> **Problem statement**
Type out the full set of entries again, unchanged.

(Stored items)
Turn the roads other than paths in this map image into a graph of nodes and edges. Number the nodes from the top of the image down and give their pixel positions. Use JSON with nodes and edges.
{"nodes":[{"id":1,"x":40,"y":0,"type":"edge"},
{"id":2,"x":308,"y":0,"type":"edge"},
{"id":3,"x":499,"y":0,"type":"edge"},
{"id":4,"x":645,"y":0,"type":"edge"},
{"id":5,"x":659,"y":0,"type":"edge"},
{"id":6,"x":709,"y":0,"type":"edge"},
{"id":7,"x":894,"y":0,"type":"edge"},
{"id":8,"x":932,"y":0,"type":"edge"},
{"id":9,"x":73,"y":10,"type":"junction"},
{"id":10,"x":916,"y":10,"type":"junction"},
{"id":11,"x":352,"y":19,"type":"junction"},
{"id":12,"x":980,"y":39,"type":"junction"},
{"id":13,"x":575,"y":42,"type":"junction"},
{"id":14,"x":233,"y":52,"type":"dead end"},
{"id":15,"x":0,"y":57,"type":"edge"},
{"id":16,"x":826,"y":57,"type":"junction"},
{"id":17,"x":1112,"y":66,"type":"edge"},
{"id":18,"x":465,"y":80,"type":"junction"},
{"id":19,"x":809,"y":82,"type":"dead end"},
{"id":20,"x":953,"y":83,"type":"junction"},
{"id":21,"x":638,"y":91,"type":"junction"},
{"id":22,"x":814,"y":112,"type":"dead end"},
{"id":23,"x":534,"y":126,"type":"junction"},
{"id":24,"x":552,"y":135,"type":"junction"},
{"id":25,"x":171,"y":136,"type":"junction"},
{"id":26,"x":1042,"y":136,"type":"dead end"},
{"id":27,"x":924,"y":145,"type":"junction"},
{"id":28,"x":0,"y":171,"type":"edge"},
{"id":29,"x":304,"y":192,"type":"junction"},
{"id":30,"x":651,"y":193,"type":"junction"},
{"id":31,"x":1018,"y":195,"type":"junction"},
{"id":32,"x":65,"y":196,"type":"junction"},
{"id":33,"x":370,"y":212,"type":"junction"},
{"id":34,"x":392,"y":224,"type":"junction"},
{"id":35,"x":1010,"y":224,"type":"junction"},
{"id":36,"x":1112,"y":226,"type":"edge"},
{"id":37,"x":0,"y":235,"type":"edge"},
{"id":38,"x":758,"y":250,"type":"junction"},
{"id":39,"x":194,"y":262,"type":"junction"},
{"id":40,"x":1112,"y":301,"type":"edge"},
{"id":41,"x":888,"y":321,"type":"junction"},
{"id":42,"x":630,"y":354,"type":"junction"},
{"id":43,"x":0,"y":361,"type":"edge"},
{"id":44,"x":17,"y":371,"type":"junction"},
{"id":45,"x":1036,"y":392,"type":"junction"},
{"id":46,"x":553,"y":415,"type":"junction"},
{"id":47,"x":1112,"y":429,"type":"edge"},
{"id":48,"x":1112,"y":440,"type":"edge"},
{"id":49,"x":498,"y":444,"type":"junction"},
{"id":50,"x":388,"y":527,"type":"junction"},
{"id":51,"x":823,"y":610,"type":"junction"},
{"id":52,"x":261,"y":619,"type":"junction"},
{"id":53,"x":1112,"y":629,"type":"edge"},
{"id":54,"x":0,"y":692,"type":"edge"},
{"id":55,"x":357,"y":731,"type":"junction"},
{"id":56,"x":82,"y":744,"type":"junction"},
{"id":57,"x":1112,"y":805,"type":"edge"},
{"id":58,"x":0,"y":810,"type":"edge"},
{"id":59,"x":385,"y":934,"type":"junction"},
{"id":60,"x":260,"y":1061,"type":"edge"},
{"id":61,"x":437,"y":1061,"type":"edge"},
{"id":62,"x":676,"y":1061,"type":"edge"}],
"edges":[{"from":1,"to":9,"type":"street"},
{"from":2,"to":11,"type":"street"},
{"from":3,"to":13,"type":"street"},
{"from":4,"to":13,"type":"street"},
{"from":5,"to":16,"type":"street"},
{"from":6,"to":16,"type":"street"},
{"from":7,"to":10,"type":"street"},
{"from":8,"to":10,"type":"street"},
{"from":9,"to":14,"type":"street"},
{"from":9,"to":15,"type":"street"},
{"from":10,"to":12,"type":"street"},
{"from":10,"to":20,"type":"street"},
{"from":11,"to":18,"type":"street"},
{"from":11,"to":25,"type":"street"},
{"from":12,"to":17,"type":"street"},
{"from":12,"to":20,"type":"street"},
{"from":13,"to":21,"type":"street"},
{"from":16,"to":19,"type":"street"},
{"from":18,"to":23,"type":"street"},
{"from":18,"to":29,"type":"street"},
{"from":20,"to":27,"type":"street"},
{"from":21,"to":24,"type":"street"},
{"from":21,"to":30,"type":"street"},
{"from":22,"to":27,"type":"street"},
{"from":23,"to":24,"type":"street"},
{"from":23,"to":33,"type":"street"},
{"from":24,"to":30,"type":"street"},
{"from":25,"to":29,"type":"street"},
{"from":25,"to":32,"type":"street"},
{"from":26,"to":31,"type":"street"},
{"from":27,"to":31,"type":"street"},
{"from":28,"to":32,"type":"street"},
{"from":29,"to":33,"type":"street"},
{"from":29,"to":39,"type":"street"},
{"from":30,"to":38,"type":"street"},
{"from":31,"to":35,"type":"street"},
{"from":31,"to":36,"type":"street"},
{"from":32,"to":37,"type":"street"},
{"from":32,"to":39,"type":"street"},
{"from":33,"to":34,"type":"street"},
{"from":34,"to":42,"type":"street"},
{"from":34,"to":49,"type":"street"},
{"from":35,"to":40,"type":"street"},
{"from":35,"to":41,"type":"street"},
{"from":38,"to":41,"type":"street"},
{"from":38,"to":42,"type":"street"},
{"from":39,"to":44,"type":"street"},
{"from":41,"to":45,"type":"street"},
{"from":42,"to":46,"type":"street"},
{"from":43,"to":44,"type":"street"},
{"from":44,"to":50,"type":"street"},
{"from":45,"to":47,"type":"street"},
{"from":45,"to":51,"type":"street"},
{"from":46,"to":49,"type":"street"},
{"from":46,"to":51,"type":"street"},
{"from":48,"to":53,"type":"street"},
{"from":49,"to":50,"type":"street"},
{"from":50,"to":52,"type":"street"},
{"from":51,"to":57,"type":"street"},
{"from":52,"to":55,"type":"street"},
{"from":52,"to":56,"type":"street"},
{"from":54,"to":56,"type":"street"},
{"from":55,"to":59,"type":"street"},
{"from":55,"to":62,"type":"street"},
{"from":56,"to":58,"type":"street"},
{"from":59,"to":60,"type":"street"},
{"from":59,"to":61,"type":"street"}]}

> **Answer to the problem**
Turn the roads other than paths in this map image into a graph of nodes and edges. Number the nodes from the top of the image down and give their pixel positions. Use JSON with nodes and edges.
{"nodes":[{"id":1,"x":40,"y":0,"type":"edge"},
{"id":2,"x":308,"y":0,"type":"edge"},
{"id":3,"x":499,"y":0,"type":"edge"},
{"id":4,"x":645,"y":0,"type":"edge"},
{"id":5,"x":659,"y":0,"type":"edge"},
{"id":6,"x":709,"y":0,"type":"edge"},
{"id":7,"x":894,"y":0,"type":"edge"},
{"id":8,"x":932,"y":0,"type":"edge"},
{"id":9,"x":73,"y":10,"type":"junction"},
{"id":10,"x":916,"y":10,"type":"junction"},
{"id":11,"x":352,"y":19,"type":"junction"},
{"id":12,"x":980,"y":39,"type":"junction"},
{"id":13,"x":575,"y":42,"type":"junction"},
{"id":14,"x":233,"y":52,"type":"dead end"},
{"id":15,"x":0,"y":57,"type":"edge"},
{"id":16,"x":826,"y":57,"type":"junction"},
{"id":17,"x":1112,"y":66,"type":"edge"},
{"id":18,"x":465,"y":80,"type":"junction"},
{"id":19,"x":809,"y":82,"type":"dead end"},
{"id":20,"x":953,"y":83,"type":"junction"},
{"id":21,"x":638,"y":91,"type":"junction"},
{"id":22,"x":814,"y":112,"type":"dead end"},
{"id":23,"x":534,"y":126,"type":"junction"},
{"id":24,"x":552,"y":135,"type":"junction"},
{"id":25,"x":171,"y":136,"type":"junction"},
{"id":26,"x":1042,"y":136,"type":"dead end"},
{"id":27,"x":924,"y":145,"type":"junction"},
{"id":28,"x":0,"y":171,"type":"edge"},
{"id":29,"x":304,"y":192,"type":"junction"},
{"id":30,"x":651,"y":193,"type":"junction"},
{"id":31,"x":1018,"y":195,"type":"junction"},
{"id":32,"x":65,"y":196,"type":"junction"},
{"id":33,"x":370,"y":212,"type":"junction"},
{"id":34,"x":392,"y":224,"type":"junction"},
{"id":35,"x":1010,"y":224,"type":"junction"},
{"id":36,"x":1112,"y":226,"type":"edge"},
{"id":37,"x":0,"y":235,"type":"edge"},
{"id":38,"x":758,"y":250,"type":"junction"},
{"id":39,"x":194,"y":262,"type":"junction"},
{"id":40,"x":1112,"y":301,"type":"edge"},
{"id":41,"x":888,"y":321,"type":"junction"},
{"id":42,"x":630,"y":354,"type":"junction"},
{"id":43,"x":0,"y":361,"type":"edge"},
{"id":44,"x":17,"y":371,"type":"junction"},
{"id":45,"x":1036,"y":392,"type":"junction"},
{"id":46,"x":553,"y":415,"type":"junction"},
{"id":47,"x":1112,"y":429,"type":"edge"},
{"id":48,"x":1112,"y":440,"type":"edge"},
{"id":49,"x":498,"y":444,"type":"junction"},
{"id":50,"x":388,"y":527,"type":"junction"},
{"id":51,"x":823,"y":610,"type":"junction"},
{"id":52,"x":261,"y":619,"type":"junction"},
{"id":53,"x":1112,"y":629,"type":"edge"},
{"id":54,"x":0,"y":692,"type":"edge"},
{"id":55,"x":357,"y":731,"type":"junction"},
{"id":56,"x":82,"y":744,"type":"junction"},
{"id":57,"x":1112,"y":805,"type":"edge"},
{"id":58,"x":0,"y":810,"type":"edge"},
{"id":59,"x":385,"y":934,"type":"junction"},
{"id":60,"x":260,"y":1061,"type":"edge"},
{"id":61,"x":437,"y":1061,"type":"edge"},
{"id":62,"x":676,"y":1061,"type":"edge"}],
"edges":[{"from":1,"to":9,"type":"street"},
{"from":2,"to":11,"type":"street"},
{"from":3,"to":13,"type":"street"},
{"from":4,"to":13,"type":"street"},
{"from":5,"to":16,"type":"street"},
{"from":6,"to":16,"type":"street"},
{"from":7,"to":10,"type":"street"},
{"from":8,"to":10,"type":"street"},
{"from":9,"to":14,"type":"street"},
{"from":9,"to":15,"type":"street"},
{"from":10,"to":12,"type":"street"},
{"from":10,"to":20,"type":"street"},
{"from":11,"to":18,"type":"street"},
{"from":11,"to":25,"type":"street"},
{"from":12,"to":17,"type":"street"},
{"from":12,"to":20,"type":"street"},
{"from":13,"to":21,"type":"street"},
{"from":16,"to":19,"type":"street"},
{"from":18,"to":23,"type":"street"},
{"from":18,"to":29,"type":"street"},
{"from":20,"to":27,"type":"street"},
{"from":21,"to":24,"type":"street"},
{"from":21,"to":30,"type":"street"},
{"from":22,"to":27,"type":"street"},
{"from":23,"to":24,"type":"street"},
{"from":23,"to":33,"type":"street"},
{"from":24,"to":30,"type":"street"},
{"from":25,"to":29,"type":"street"},
{"from":25,"to":32,"type":"street"},
{"from":26,"to":31,"type":"street"},
{"from":27,"to":31,"type":"street"},
{"from":28,"to":32,"type":"street"},
{"from":29,"to":33,"type":"street"},
{"from":29,"to":39,"type":"street"},
{"from":30,"to":38,"type":"street"},
{"from":31,"to":35,"type":"street"},
{"from":31,"to":36,"type":"street"},
{"from":32,"to":37,"type":"street"},
{"from":32,"to":39,"type":"street"},
{"from":33,"to":34,"type":"street"},
{"from":34,"to":42,"type":"street"},
{"from":34,"to":49,"type":"street"},
{"from":35,"to":40,"type":"street"},
{"from":35,"to":41,"type":"street"},
{"from":38,"to":41,"type":"street"},
{"from":38,"to":42,"type":"street"},
{"from":39,"to":44,"type":"street"},
{"from":41,"to":45,"type":"street"},
{"from":42,"to":46,"type":"street"},
{"from":43,"to":44,"type":"street"},
{"from":44,"to":50,"type":"street"},
{"from":45,"to":47,"type":"street"},
{"from":45,"to":51,"type":"street"},
{"from":46,"to":49,"type":"street"},
{"from":46,"to":51,"type":"street"},
{"from":48,"to":53,"type":"street"},
{"from":49,"to":50,"type":"street"},
{"from":50,"to":52,"type":"street"},
{"from":51,"to":57,"type":"street"},
{"from":52,"to":55,"type":"street"},
{"from":52,"to":56,"type":"street"},
{"from":54,"to":56,"type":"street"},
{"from":55,"to":59,"type":"street"},
{"from":55,"to":62,"type":"street"},
{"from":56,"to":58,"type":"street"},
{"from":59,"to":60,"type":"street"},
{"from":59,"to":61,"type":"street"}]}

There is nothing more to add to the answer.